The fact that Serbia's Russian allies were willing to participate in
the "peacekeeping" force in Kosovo is an indication of the fact
that the treaty was designed to protect Serbia's interests.
However, the ideological bases of Milosevic's rule made it impossible
for him to accept this solution. And the interest of the West then came
to be to prove that they had the right and the capability to intervene in
the East European countries wracked by the crisis of Stalinism.
Their objective in this regard is essentially political. The Balkans
no longer have much strategic importance for the West, and they have a very
limited economic interest.
Indeed, according to the March 26 issue of the Greek daily Elevtherotypia,
the Greek business community is weeping salt tears at the intervention,
because the United States-which had encouraged them to invest in the former
Yugoslavia-is now happily blowing up their capital.
Under the subhead, "They are also blowing up our [Greek-owned] telephone
communications network," the Athens daily lamented: "The privatization
of the Serbian telephone company and the sale of 49 percent of the stock
to the Greek OTE and the Italian STET has been characterized by the international
media as the first decisive step of the new Yugoslavia toward economic reform
and the adoption of a market economy."
The Western intervention in Yugoslavia has a far bigger target than Milosevic.
The imperialist great powers have historic stakes in the process of capitalist
restoration in Eastern Europe and the former Soviet Union. They are inevitably
going to try to intervene militarily in this process. They have been getting
into position to do this for a long time, using Milosevic's wars and atrocities
as a justification.
This is why the Russian government is so upset about the attacks on Serbia.

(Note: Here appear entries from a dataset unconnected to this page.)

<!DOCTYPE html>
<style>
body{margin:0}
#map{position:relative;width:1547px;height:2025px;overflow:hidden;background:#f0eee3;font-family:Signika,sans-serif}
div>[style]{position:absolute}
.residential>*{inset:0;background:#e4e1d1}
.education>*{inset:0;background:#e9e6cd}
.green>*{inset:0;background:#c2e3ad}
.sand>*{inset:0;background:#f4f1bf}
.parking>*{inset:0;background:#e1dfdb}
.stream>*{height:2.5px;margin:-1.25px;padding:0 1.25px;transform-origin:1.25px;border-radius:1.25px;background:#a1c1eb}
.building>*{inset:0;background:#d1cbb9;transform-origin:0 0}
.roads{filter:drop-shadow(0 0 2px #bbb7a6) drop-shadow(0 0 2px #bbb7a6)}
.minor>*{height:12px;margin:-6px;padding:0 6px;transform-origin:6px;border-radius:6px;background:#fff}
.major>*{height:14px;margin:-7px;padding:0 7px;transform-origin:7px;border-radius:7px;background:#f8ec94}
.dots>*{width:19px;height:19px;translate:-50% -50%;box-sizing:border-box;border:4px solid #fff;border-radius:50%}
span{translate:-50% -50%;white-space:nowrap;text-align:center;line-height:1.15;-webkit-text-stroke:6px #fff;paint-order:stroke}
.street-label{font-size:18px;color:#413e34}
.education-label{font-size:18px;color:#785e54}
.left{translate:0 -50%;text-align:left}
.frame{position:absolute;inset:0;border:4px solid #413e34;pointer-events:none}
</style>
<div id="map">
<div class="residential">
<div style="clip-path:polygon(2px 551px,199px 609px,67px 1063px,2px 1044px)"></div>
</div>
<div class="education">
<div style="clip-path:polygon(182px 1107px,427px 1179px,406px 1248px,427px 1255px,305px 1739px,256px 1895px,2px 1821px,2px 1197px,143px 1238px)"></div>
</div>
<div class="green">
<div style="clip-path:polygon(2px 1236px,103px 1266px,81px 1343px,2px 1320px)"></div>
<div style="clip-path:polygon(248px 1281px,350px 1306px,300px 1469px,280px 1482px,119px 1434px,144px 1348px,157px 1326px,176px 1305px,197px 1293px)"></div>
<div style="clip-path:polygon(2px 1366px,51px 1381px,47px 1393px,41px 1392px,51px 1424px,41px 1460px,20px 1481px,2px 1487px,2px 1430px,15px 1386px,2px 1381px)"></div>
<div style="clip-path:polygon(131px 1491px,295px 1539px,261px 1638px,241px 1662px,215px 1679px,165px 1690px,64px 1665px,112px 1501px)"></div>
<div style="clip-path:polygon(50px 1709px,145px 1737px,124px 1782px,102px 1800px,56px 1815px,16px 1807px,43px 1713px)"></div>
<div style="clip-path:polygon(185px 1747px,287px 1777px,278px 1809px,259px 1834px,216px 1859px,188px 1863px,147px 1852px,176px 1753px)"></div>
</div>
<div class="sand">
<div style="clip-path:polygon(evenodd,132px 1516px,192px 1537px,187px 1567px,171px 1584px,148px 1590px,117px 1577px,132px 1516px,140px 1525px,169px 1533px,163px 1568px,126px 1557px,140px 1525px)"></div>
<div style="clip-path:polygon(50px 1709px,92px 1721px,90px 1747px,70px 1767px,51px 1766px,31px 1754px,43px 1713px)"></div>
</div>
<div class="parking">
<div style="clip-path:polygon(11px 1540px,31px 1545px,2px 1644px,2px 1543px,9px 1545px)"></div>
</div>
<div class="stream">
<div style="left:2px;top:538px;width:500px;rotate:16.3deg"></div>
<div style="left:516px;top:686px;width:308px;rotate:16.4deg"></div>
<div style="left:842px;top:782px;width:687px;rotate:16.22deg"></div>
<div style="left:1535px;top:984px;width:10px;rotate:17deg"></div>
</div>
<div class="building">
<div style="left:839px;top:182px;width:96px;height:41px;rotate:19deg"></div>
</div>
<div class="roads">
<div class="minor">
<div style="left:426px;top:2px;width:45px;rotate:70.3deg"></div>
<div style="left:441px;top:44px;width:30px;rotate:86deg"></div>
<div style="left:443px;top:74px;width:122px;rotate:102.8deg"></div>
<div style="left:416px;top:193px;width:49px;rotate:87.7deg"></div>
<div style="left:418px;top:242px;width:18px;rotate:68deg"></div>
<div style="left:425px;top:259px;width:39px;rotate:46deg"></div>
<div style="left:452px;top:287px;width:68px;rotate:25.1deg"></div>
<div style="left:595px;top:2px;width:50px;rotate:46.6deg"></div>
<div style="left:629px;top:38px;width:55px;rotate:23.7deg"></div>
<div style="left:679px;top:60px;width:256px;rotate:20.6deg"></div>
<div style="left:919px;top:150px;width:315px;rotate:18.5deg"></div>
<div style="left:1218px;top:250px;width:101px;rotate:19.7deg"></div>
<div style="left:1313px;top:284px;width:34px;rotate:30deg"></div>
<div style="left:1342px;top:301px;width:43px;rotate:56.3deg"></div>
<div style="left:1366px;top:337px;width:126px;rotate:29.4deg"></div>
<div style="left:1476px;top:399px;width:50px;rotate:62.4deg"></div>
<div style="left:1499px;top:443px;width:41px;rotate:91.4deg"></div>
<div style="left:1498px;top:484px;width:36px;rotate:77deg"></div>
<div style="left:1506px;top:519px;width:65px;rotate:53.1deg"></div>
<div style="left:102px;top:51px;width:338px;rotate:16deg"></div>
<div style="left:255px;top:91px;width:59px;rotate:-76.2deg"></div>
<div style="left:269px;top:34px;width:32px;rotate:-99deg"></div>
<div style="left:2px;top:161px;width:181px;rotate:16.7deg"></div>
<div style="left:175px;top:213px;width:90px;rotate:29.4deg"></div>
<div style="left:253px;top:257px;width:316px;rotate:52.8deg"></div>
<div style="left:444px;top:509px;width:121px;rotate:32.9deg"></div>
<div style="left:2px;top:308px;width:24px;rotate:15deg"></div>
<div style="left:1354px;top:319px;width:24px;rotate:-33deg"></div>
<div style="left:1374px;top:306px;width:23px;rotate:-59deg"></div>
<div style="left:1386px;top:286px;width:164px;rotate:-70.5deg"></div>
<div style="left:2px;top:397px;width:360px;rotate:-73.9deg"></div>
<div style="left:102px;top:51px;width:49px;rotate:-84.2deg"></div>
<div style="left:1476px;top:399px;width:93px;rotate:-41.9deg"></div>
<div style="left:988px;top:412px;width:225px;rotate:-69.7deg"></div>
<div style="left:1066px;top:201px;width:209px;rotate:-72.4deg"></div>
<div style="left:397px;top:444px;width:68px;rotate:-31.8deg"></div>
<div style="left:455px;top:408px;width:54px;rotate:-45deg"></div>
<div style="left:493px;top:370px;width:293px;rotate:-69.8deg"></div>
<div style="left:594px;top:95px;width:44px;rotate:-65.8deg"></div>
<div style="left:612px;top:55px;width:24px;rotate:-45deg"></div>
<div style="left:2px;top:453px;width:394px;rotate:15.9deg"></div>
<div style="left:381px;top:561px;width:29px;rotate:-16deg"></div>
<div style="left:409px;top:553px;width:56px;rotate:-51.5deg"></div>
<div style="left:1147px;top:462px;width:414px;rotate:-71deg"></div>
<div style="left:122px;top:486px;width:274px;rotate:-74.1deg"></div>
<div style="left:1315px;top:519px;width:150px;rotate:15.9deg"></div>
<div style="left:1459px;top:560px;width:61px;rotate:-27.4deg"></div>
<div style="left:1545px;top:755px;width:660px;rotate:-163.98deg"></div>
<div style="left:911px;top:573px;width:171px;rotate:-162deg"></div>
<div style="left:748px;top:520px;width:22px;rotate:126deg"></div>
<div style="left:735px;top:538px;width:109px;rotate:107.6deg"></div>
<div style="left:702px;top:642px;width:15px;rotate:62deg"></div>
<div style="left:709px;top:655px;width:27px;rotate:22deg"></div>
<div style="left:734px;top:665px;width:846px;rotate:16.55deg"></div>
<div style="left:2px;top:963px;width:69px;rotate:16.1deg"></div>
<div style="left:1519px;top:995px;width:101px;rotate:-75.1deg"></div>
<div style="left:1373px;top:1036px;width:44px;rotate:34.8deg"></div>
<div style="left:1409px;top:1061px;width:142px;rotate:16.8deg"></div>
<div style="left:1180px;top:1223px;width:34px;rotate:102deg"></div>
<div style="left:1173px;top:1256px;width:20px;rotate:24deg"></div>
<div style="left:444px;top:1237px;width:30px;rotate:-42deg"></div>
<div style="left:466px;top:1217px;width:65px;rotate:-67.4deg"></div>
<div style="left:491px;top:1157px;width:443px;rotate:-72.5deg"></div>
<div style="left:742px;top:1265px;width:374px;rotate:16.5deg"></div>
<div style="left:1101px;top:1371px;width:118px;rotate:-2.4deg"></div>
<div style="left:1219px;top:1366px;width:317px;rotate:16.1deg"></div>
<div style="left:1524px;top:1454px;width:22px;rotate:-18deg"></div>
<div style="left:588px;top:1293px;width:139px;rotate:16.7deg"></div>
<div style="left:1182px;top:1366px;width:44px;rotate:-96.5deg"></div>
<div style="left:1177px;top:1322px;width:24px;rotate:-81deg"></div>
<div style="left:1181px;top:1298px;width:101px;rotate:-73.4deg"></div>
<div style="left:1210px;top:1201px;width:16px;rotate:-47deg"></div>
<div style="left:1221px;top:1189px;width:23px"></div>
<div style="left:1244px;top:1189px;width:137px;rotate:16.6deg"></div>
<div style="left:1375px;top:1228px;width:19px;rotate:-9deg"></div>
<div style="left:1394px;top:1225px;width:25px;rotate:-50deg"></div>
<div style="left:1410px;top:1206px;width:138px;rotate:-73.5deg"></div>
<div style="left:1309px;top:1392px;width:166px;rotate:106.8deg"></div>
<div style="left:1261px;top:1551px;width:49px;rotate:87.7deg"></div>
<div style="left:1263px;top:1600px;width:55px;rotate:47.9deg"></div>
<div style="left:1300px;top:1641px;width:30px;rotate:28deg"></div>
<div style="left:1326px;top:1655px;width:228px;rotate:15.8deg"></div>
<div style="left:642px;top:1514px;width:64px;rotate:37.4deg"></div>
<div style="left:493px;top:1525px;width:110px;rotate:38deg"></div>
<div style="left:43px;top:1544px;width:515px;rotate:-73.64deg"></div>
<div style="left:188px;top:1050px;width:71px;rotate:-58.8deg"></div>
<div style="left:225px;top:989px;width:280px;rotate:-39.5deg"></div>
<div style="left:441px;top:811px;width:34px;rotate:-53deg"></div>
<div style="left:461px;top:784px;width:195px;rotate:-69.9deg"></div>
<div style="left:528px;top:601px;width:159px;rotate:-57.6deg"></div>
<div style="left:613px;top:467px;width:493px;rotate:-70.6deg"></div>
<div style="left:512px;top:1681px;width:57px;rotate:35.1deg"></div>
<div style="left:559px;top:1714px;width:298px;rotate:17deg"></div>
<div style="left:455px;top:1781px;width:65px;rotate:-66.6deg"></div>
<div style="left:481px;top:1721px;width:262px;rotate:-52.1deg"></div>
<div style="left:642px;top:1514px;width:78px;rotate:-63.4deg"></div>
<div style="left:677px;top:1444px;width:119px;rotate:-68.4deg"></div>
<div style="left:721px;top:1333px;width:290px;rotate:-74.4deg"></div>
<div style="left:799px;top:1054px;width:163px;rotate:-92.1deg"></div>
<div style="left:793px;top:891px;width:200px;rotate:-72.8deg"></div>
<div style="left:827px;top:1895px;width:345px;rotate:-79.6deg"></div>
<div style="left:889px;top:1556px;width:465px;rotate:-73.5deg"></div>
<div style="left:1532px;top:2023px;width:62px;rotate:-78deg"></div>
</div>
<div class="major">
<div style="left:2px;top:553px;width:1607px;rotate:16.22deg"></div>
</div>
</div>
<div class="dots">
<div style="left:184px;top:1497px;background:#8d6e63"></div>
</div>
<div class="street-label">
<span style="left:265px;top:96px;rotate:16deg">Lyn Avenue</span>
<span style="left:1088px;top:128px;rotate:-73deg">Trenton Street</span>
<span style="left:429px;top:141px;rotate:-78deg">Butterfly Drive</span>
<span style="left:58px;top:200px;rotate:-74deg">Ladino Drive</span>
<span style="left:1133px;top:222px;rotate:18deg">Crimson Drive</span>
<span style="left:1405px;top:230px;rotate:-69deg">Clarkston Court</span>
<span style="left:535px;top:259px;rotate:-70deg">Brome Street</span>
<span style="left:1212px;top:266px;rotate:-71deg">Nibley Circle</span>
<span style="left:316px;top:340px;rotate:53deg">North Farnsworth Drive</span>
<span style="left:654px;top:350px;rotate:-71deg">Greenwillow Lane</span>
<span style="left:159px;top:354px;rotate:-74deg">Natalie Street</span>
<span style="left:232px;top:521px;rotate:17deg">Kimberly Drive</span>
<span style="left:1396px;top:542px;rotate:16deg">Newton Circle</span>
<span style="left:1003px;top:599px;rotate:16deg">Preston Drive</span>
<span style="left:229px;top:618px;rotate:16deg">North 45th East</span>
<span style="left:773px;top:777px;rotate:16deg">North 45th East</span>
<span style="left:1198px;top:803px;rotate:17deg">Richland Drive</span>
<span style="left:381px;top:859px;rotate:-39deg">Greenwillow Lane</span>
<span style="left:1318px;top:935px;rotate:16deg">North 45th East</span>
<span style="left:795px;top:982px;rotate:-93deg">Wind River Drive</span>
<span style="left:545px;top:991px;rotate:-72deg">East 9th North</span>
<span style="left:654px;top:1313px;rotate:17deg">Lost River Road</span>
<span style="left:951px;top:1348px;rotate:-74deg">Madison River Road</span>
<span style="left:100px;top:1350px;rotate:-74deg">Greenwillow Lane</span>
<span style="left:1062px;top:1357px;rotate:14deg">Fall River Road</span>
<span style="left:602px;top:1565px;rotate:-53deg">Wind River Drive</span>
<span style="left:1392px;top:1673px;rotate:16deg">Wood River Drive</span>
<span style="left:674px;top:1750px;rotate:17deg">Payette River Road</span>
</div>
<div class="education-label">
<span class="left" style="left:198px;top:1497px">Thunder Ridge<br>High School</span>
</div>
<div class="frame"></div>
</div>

Yeltsin is nothing if not a practical politician. He is not a pan-Slavic
romantic, even if there is no lack of such types in the fever swamps of
decaying Stalinism.
Of course, the process of capitalist restoration, with its results of
economic breakdown and increasing dependence on the capitalist centers makes
it virtually impossible for Yeltsin to respond militarily to the Western
threats.
But Eastern Europe and the former Soviet Union are becoming more and
explosive.
For example, Romania, bordering on Serbia, is facing a general strike
at the end of April and the possibility, according to the Romanian papers,
of a general mass explosion. In the days before the NATO intervention, hundreds
of thousands of Romanian workers rallied, shouting, "Down with the
government."
If NATO tries to intervene in explosions like that to "restore order"

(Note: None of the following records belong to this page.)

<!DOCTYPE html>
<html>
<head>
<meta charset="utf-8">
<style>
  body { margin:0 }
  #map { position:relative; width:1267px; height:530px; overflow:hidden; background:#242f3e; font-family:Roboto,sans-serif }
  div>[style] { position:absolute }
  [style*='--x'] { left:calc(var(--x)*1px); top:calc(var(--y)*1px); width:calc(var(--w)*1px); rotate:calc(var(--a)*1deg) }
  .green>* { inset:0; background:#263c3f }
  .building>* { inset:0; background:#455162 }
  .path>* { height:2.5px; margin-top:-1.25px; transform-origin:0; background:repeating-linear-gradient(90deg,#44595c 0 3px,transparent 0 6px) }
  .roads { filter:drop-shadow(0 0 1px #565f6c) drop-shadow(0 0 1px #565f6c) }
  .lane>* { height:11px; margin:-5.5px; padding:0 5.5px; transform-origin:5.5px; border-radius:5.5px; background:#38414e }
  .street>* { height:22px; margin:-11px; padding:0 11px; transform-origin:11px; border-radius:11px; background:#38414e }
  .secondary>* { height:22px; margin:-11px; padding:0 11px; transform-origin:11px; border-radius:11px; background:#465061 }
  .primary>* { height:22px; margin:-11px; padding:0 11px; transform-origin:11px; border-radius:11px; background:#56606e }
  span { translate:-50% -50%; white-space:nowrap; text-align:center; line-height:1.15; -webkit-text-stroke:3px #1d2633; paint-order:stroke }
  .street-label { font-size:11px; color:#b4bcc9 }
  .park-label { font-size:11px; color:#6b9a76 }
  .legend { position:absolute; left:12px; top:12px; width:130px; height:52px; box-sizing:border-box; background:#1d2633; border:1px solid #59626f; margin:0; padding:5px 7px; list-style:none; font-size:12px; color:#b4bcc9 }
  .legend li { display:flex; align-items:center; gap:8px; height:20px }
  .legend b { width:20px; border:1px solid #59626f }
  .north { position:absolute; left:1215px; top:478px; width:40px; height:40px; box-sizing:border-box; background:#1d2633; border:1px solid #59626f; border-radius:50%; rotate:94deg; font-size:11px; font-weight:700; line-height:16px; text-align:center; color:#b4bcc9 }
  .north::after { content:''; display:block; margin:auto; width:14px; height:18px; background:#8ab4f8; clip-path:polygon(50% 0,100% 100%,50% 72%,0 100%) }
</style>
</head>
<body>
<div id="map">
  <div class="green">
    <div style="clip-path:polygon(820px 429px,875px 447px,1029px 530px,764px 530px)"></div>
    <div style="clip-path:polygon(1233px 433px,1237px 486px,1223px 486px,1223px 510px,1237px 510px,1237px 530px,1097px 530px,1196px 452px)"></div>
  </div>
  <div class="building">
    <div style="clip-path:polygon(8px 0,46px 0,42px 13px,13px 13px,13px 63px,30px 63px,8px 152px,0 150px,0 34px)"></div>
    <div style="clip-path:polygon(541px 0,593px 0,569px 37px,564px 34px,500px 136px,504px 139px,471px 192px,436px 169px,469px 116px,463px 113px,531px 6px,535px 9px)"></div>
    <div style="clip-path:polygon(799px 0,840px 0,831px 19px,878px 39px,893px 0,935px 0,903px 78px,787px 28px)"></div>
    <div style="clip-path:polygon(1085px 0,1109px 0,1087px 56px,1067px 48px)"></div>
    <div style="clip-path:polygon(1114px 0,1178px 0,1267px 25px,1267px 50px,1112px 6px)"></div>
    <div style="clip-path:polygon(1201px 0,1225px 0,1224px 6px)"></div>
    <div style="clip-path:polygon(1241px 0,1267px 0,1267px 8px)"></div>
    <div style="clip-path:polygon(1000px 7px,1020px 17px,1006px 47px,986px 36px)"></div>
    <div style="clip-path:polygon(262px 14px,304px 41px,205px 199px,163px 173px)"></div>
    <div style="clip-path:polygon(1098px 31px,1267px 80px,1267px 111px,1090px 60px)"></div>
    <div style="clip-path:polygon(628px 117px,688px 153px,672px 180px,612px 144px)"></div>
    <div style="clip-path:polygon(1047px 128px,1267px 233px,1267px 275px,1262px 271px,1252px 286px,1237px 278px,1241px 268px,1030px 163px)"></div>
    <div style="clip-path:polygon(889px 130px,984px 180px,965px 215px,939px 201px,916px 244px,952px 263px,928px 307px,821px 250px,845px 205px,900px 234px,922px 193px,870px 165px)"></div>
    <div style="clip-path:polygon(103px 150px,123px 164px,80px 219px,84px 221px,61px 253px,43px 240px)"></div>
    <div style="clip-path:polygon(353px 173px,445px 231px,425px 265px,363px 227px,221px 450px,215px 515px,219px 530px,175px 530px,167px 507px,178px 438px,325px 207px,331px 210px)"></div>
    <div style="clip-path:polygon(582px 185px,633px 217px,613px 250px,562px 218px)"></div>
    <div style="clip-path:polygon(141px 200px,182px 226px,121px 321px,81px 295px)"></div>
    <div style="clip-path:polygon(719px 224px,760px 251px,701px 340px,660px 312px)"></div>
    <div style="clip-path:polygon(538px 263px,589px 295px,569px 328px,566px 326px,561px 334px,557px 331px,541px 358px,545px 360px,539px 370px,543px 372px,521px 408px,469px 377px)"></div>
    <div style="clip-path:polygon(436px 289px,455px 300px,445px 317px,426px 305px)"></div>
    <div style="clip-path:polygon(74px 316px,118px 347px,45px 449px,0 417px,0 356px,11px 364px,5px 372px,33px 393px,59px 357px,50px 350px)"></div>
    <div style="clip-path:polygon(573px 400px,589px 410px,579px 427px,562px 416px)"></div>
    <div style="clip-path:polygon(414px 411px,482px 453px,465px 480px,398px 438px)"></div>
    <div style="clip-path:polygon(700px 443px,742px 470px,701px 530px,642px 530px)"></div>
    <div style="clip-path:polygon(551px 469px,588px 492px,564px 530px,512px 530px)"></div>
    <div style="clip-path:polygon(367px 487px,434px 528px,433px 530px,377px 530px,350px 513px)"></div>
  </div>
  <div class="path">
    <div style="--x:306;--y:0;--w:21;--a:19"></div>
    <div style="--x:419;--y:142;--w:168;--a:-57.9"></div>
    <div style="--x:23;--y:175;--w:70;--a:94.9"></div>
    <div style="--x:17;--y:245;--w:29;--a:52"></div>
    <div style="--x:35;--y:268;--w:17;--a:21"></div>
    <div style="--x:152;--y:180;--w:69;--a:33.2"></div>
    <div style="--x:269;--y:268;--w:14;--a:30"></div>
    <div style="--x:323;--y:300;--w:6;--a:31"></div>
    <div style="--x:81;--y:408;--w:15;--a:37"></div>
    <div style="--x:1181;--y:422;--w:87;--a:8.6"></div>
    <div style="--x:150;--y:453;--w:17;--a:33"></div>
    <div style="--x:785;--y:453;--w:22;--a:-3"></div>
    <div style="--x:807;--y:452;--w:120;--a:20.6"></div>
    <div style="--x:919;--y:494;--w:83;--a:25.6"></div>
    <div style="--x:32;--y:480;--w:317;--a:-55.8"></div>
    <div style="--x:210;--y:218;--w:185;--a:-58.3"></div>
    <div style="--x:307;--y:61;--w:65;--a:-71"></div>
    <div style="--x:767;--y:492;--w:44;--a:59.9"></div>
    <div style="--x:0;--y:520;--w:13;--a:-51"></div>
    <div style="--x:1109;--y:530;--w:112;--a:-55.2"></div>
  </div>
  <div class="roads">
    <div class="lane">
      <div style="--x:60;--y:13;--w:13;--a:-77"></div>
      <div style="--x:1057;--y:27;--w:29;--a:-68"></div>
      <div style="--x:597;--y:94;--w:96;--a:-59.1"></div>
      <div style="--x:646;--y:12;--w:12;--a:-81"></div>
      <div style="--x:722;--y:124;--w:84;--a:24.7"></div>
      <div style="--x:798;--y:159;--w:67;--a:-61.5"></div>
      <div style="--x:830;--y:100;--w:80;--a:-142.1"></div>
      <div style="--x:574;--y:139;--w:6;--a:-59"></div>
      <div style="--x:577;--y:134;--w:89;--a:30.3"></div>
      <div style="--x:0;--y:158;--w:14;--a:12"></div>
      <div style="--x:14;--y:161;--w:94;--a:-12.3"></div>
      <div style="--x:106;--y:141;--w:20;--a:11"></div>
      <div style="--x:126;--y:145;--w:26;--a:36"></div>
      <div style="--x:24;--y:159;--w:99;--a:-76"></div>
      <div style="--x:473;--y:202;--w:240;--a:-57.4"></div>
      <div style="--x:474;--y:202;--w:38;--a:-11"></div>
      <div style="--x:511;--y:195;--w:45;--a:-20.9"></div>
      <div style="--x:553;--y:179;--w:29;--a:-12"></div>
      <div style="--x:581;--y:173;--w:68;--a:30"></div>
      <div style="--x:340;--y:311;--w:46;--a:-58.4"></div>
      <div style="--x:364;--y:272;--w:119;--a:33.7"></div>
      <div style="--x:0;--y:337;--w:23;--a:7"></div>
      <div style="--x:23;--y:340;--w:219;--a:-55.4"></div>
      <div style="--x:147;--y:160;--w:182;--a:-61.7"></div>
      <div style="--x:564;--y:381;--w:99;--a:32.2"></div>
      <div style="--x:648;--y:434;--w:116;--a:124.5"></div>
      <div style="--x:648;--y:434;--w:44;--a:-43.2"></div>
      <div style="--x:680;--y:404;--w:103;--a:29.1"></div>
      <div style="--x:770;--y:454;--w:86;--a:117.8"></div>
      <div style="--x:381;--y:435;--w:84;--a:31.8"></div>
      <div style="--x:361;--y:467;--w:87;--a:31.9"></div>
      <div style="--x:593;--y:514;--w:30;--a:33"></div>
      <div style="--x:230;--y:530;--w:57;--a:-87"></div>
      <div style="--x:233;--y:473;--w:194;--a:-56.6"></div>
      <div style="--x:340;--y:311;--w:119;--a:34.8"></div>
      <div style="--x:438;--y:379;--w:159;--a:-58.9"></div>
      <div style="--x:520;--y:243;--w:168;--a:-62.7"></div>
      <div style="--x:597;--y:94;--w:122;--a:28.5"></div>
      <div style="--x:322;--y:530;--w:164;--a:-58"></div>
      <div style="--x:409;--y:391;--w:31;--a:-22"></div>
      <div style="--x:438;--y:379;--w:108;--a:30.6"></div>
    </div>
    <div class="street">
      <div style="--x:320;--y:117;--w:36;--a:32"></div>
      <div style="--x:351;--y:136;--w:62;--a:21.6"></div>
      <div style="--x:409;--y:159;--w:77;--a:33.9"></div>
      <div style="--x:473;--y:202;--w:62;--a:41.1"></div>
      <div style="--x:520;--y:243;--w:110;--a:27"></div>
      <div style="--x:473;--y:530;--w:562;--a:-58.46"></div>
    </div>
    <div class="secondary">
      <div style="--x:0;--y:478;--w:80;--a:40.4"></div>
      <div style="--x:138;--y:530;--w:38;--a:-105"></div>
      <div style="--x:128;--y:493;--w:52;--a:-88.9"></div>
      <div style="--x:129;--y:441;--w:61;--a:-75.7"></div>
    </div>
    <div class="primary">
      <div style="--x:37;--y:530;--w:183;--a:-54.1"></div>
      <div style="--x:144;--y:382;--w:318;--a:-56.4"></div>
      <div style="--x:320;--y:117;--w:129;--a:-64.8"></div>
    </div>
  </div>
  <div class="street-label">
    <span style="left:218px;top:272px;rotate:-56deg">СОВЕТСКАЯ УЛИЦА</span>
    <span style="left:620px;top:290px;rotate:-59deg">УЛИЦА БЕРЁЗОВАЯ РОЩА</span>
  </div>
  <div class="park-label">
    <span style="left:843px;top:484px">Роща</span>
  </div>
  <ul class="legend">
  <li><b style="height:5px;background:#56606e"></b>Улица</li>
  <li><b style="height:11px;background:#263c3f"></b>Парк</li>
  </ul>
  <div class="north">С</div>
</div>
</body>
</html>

and defend its stake in capitalist restoration, real regional wars are possible.
That could happen also if the West in drawn deeper into intervening in
the former Yugoslavia.
Therefore, socialists and anti-war activists have strong reasons to build
a movement for opposition to NATO intervention in the Balkans, despite NATO's
humanitarian pretenses and the fact that some people threatened by the Serbian
regime have been bullied or fooled into supporting its war moves.